(Collected data entries)
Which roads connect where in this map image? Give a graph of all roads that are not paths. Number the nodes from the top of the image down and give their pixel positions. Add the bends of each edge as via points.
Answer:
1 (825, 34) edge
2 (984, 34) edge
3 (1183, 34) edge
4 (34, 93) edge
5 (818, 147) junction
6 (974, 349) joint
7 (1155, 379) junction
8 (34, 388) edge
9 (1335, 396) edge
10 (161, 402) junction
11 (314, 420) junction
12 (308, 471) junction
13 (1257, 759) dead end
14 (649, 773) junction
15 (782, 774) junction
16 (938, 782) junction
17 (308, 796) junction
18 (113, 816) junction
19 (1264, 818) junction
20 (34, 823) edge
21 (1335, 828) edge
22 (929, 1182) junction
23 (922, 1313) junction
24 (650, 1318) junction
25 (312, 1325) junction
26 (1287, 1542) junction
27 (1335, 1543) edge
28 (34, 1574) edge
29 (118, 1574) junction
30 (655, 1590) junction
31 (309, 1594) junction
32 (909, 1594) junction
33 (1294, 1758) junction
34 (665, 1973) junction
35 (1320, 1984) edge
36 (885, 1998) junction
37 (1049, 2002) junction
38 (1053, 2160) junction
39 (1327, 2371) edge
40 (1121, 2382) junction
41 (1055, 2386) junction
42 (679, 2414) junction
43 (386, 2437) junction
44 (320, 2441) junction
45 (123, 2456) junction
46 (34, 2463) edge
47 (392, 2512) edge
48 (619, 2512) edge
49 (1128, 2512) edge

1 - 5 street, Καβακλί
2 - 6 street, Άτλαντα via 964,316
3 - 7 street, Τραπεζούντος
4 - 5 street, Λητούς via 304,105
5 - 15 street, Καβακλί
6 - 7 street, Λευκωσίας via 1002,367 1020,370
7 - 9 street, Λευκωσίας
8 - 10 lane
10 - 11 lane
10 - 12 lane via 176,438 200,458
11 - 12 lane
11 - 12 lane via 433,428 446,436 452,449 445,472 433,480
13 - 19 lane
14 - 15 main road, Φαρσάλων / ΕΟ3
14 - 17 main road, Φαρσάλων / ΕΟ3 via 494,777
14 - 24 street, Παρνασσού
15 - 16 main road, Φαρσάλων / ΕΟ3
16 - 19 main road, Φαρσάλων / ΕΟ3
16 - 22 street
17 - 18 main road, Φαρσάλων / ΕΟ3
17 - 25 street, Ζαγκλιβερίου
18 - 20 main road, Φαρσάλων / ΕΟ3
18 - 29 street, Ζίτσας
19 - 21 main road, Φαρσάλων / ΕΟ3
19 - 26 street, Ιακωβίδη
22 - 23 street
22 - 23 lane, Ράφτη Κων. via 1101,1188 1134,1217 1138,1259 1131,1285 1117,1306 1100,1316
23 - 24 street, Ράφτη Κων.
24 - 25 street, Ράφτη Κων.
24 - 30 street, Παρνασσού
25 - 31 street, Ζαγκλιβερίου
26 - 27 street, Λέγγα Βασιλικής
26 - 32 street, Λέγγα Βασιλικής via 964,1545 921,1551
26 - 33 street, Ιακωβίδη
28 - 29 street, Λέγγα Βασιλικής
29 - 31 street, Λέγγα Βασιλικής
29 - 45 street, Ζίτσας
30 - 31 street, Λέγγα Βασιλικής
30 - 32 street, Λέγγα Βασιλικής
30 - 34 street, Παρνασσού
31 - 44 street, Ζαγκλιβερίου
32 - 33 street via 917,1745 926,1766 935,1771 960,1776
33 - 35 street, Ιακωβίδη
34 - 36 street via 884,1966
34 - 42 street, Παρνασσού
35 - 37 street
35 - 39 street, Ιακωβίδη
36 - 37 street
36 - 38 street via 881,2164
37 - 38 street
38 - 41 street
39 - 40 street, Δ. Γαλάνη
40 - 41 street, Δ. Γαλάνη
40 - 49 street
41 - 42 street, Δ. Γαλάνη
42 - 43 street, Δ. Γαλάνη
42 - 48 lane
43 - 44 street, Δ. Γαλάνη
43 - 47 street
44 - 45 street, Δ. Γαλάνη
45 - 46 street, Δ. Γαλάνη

§ Exercise aim:
Search the data and copy each line containing "Λέγγα".

§ Expected answer:
26 - 27 street, Λέγγα Βασιλικής
26 - 32 street, Λέγγα Βασιλικής via 964,1545 921,1551
28 - 29 street, Λέγγα Βασιλικής
29 - 31 street, Λέγγα Βασιλικής
30 - 31 street, Λέγγα Βασιλικής
30 - 32 street, Λέγγα Βασιλικής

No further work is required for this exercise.